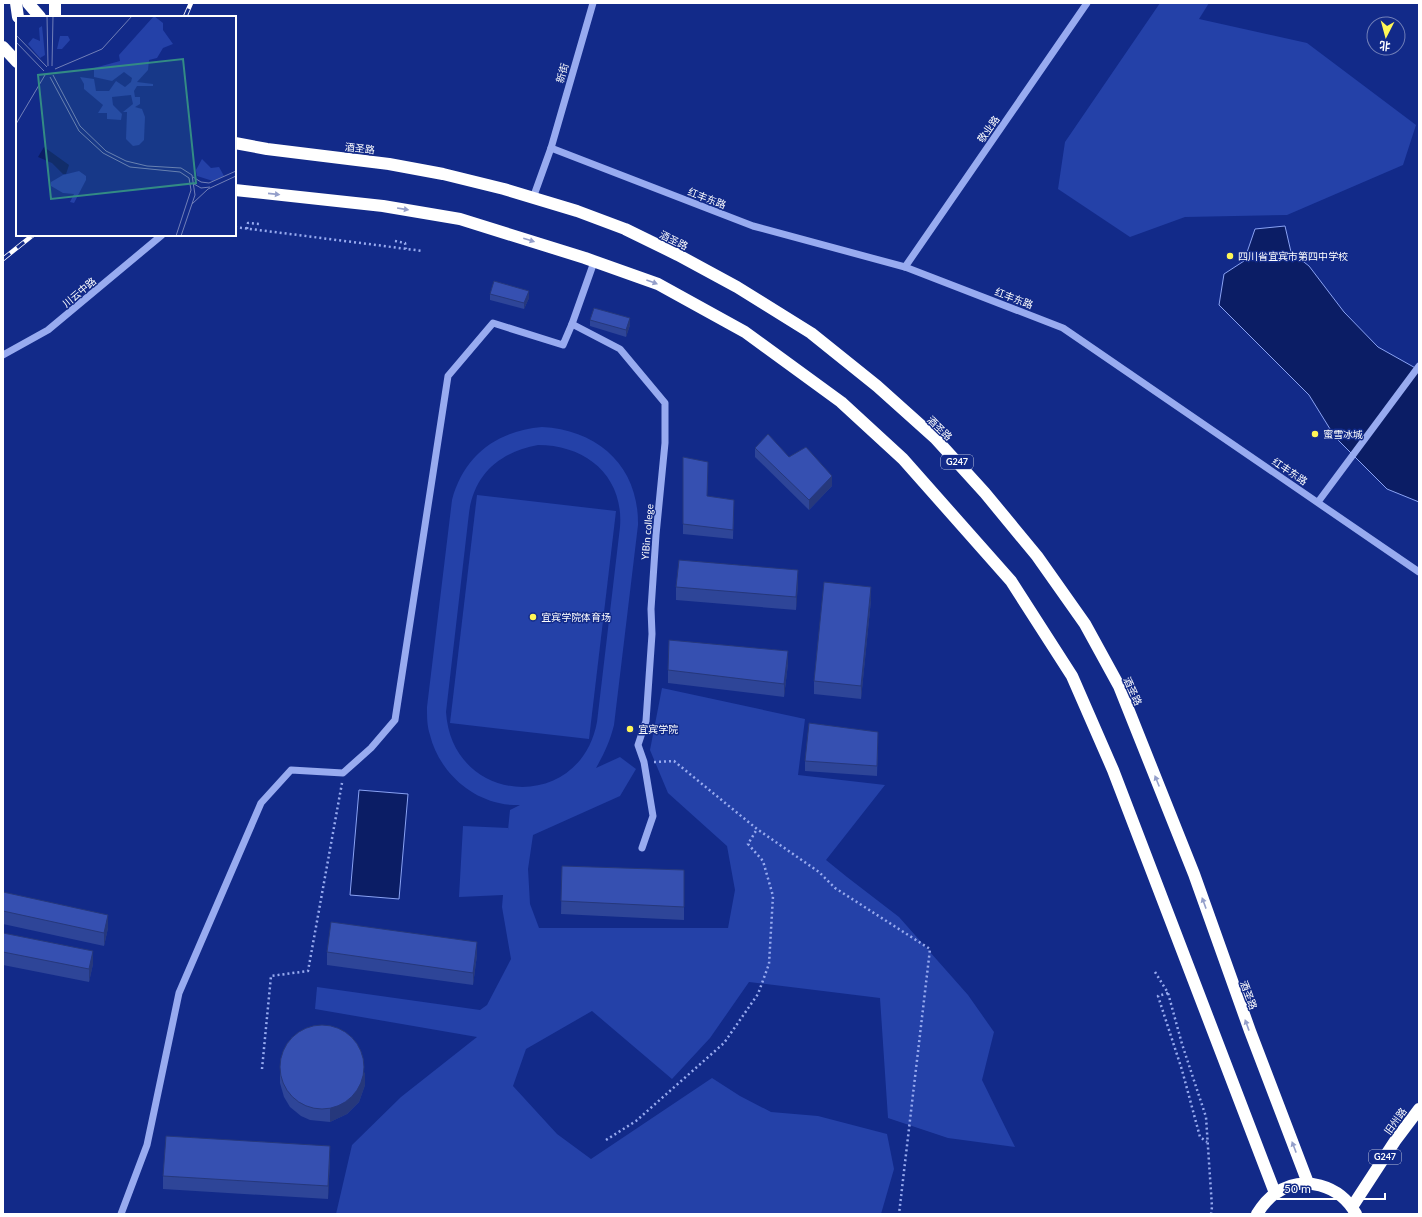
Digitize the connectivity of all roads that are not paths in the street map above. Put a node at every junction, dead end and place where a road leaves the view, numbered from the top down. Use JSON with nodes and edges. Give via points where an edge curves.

———

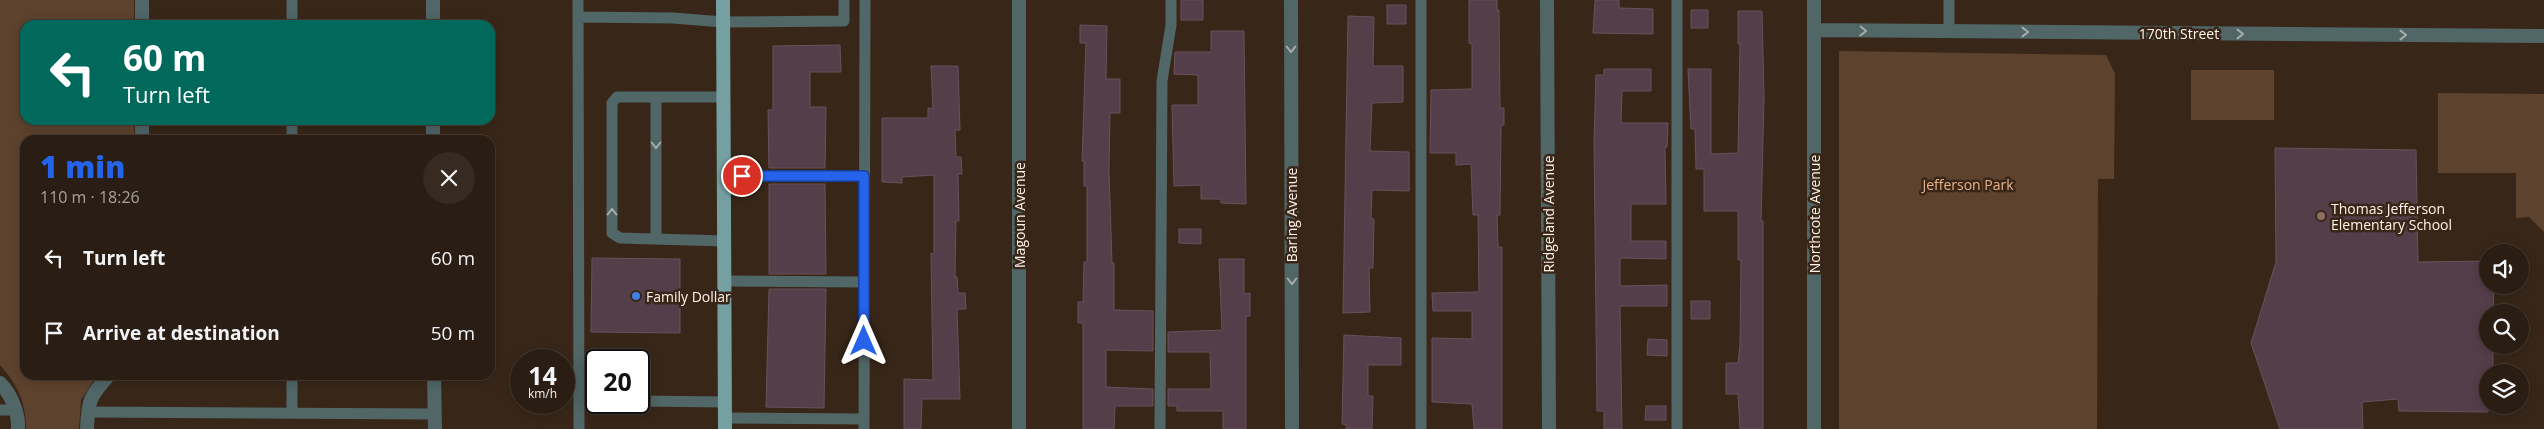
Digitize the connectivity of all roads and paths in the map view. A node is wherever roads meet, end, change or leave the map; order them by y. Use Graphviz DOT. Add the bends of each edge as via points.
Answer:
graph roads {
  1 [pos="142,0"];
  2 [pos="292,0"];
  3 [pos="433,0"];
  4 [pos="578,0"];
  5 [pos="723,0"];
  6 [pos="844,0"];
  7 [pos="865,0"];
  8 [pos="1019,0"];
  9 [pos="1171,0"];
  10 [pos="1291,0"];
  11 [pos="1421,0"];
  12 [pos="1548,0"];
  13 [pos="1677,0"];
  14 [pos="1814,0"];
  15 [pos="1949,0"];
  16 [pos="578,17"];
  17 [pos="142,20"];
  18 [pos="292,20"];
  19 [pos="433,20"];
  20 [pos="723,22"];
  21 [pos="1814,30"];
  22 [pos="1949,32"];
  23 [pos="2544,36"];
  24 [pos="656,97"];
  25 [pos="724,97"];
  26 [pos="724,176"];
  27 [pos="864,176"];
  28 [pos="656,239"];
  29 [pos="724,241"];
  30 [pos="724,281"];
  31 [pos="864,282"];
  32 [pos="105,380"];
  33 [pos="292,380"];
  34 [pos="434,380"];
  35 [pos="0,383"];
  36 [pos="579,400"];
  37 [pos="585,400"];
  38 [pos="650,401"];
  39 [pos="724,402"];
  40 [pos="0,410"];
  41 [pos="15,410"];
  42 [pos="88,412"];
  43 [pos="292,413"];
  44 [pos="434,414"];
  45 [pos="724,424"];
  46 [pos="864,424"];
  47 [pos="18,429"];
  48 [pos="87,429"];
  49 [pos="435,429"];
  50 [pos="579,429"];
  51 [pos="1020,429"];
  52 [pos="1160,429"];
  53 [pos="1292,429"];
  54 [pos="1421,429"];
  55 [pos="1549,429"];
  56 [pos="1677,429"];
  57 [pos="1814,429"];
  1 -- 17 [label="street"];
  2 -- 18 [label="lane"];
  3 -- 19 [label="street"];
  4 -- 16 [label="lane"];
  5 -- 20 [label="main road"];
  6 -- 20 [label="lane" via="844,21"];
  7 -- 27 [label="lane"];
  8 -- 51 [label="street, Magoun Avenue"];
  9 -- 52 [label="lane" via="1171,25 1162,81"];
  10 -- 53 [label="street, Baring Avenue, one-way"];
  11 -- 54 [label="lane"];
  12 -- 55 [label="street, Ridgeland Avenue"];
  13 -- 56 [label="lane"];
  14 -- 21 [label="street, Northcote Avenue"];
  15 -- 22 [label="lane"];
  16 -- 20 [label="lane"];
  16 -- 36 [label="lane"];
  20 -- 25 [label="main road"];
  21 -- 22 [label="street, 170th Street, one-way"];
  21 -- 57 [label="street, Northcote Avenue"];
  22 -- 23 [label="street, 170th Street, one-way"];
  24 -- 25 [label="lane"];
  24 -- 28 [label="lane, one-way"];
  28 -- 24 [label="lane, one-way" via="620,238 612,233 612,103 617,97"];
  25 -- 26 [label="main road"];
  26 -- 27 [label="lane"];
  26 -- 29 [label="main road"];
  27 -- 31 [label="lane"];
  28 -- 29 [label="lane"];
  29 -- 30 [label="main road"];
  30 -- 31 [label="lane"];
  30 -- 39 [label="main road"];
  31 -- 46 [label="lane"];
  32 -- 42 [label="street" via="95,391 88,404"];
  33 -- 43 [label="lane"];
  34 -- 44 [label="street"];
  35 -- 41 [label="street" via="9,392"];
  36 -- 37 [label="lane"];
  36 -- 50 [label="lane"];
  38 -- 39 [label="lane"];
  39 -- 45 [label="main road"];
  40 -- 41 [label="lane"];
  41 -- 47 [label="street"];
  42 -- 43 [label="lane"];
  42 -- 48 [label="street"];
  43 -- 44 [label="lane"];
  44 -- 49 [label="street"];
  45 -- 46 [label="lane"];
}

———

(Directions for this task):
From the records above, return each line that includes "edge".

(Written response):
Digitize the connectivity of all roads that are not paths in the street map above. Put a node at every junction, dead end and place where a road leaves the view, numbered from the top down. Use JSON with nodes and edges. Give via points where an edge curves.
Digitize the connectivity of all roads and paths in the map view. A node is wherever roads meet, end, change or leave the map; order them by y. Use Graphviz DOT. Add the bends of each edge as via points.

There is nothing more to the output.